Reproduce the records precisely. Every line should be included.

Stored data entries:
• • •

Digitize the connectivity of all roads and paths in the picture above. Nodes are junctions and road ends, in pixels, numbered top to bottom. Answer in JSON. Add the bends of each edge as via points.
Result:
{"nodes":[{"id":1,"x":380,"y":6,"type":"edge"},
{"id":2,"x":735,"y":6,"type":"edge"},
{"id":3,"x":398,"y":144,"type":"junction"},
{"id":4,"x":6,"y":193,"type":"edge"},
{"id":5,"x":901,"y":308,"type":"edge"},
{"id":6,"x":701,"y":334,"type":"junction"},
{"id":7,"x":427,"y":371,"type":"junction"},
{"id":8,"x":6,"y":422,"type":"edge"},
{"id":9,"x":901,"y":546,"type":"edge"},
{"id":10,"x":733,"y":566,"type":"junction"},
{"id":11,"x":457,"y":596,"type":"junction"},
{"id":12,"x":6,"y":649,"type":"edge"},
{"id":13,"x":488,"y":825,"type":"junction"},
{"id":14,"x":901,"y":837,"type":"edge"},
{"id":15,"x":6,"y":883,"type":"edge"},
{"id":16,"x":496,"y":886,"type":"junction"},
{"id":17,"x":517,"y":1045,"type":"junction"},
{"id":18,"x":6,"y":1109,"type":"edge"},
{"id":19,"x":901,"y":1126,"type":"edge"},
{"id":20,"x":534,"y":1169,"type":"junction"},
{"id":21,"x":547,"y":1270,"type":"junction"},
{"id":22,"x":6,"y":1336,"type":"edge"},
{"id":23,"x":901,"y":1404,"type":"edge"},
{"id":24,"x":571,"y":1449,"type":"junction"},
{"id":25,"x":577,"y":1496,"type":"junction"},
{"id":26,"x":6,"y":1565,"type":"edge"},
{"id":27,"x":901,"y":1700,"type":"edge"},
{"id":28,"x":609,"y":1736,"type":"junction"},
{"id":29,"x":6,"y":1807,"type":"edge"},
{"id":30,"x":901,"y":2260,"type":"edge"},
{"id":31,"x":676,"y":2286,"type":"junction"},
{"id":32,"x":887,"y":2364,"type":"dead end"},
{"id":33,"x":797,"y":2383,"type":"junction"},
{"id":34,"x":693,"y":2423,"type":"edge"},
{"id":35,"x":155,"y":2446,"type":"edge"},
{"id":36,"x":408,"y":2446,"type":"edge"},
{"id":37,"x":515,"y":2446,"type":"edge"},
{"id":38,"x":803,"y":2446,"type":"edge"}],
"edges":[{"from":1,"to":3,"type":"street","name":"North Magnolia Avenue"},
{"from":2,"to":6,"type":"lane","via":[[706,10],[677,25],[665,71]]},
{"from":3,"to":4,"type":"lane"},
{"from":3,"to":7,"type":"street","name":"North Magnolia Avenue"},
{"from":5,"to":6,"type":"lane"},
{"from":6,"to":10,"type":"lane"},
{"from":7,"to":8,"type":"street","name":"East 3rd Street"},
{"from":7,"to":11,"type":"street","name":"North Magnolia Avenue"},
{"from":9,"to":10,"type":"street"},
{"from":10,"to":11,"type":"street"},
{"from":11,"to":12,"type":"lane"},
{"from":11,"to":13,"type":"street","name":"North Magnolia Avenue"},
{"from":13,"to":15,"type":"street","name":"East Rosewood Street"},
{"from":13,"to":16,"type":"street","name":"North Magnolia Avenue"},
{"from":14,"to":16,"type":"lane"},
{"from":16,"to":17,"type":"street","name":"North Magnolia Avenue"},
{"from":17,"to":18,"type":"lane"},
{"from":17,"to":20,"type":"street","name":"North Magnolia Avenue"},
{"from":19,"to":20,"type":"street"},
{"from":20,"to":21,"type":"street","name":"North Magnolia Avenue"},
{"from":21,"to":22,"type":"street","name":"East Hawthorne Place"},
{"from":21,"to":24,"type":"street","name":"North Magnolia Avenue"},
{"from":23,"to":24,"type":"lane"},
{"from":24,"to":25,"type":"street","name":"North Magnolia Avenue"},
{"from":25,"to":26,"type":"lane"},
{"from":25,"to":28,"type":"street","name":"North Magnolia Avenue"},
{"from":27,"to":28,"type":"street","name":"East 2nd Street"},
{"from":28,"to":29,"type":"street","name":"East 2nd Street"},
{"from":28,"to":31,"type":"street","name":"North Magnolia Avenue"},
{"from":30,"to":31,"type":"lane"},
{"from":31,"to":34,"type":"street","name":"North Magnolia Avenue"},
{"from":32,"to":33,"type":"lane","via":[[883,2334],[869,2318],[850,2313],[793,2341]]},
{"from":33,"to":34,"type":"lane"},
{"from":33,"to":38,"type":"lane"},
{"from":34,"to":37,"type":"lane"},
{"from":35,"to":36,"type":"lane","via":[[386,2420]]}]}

• • •

Final answer:
Digitize the connectivity of all roads and paths in the picture above. Nodes are junctions and road ends, in pixels, numbered top to bottom. Answer in JSON. Add the bends of each edge as via points.
Result:
{"nodes":[{"id":1,"x":380,"y":6,"type":"edge"},
{"id":2,"x":735,"y":6,"type":"edge"},
{"id":3,"x":398,"y":144,"type":"junction"},
{"id":4,"x":6,"y":193,"type":"edge"},
{"id":5,"x":901,"y":308,"type":"edge"},
{"id":6,"x":701,"y":334,"type":"junction"},
{"id":7,"x":427,"y":371,"type":"junction"},
{"id":8,"x":6,"y":422,"type":"edge"},
{"id":9,"x":901,"y":546,"type":"edge"},
{"id":10,"x":733,"y":566,"type":"junction"},
{"id":11,"x":457,"y":596,"type":"junction"},
{"id":12,"x":6,"y":649,"type":"edge"},
{"id":13,"x":488,"y":825,"type":"junction"},
{"id":14,"x":901,"y":837,"type":"edge"},
{"id":15,"x":6,"y":883,"type":"edge"},
{"id":16,"x":496,"y":886,"type":"junction"},
{"id":17,"x":517,"y":1045,"type":"junction"},
{"id":18,"x":6,"y":1109,"type":"edge"},
{"id":19,"x":901,"y":1126,"type":"edge"},
{"id":20,"x":534,"y":1169,"type":"junction"},
{"id":21,"x":547,"y":1270,"type":"junction"},
{"id":22,"x":6,"y":1336,"type":"edge"},
{"id":23,"x":901,"y":1404,"type":"edge"},
{"id":24,"x":571,"y":1449,"type":"junction"},
{"id":25,"x":577,"y":1496,"type":"junction"},
{"id":26,"x":6,"y":1565,"type":"edge"},
{"id":27,"x":901,"y":1700,"type":"edge"},
{"id":28,"x":609,"y":1736,"type":"junction"},
{"id":29,"x":6,"y":1807,"type":"edge"},
{"id":30,"x":901,"y":2260,"type":"edge"},
{"id":31,"x":676,"y":2286,"type":"junction"},
{"id":32,"x":887,"y":2364,"type":"dead end"},
{"id":33,"x":797,"y":2383,"type":"junction"},
{"id":34,"x":693,"y":2423,"type":"edge"},
{"id":35,"x":155,"y":2446,"type":"edge"},
{"id":36,"x":408,"y":2446,"type":"edge"},
{"id":37,"x":515,"y":2446,"type":"edge"},
{"id":38,"x":803,"y":2446,"type":"edge"}],
"edges":[{"from":1,"to":3,"type":"street","name":"North Magnolia Avenue"},
{"from":2,"to":6,"type":"lane","via":[[706,10],[677,25],[665,71]]},
{"from":3,"to":4,"type":"lane"},
{"from":3,"to":7,"type":"street","name":"North Magnolia Avenue"},
{"from":5,"to":6,"type":"lane"},
{"from":6,"to":10,"type":"lane"},
{"from":7,"to":8,"type":"street","name":"East 3rd Street"},
{"from":7,"to":11,"type":"street","name":"North Magnolia Avenue"},
{"from":9,"to":10,"type":"street"},
{"from":10,"to":11,"type":"street"},
{"from":11,"to":12,"type":"lane"},
{"from":11,"to":13,"type":"street","name":"North Magnolia Avenue"},
{"from":13,"to":15,"type":"street","name":"East Rosewood Street"},
{"from":13,"to":16,"type":"street","name":"North Magnolia Avenue"},
{"from":14,"to":16,"type":"lane"},
{"from":16,"to":17,"type":"street","name":"North Magnolia Avenue"},
{"from":17,"to":18,"type":"lane"},
{"from":17,"to":20,"type":"street","name":"North Magnolia Avenue"},
{"from":19,"to":20,"type":"street"},
{"from":20,"to":21,"type":"street","name":"North Magnolia Avenue"},
{"from":21,"to":22,"type":"street","name":"East Hawthorne Place"},
{"from":21,"to":24,"type":"street","name":"North Magnolia Avenue"},
{"from":23,"to":24,"type":"lane"},
{"from":24,"to":25,"type":"street","name":"North Magnolia Avenue"},
{"from":25,"to":26,"type":"lane"},
{"from":25,"to":28,"type":"street","name":"North Magnolia Avenue"},
{"from":27,"to":28,"type":"street","name":"East 2nd Street"},
{"from":28,"to":29,"type":"street","name":"East 2nd Street"},
{"from":28,"to":31,"type":"street","name":"North Magnolia Avenue"},
{"from":30,"to":31,"type":"lane"},
{"from":31,"to":34,"type":"street","name":"North Magnolia Avenue"},
{"from":32,"to":33,"type":"lane","via":[[883,2334],[869,2318],[850,2313],[793,2341]]},
{"from":33,"to":34,"type":"lane"},
{"from":33,"to":38,"type":"lane"},
{"from":34,"to":37,"type":"lane"},
{"from":35,"to":36,"type":"lane","via":[[386,2420]]}]}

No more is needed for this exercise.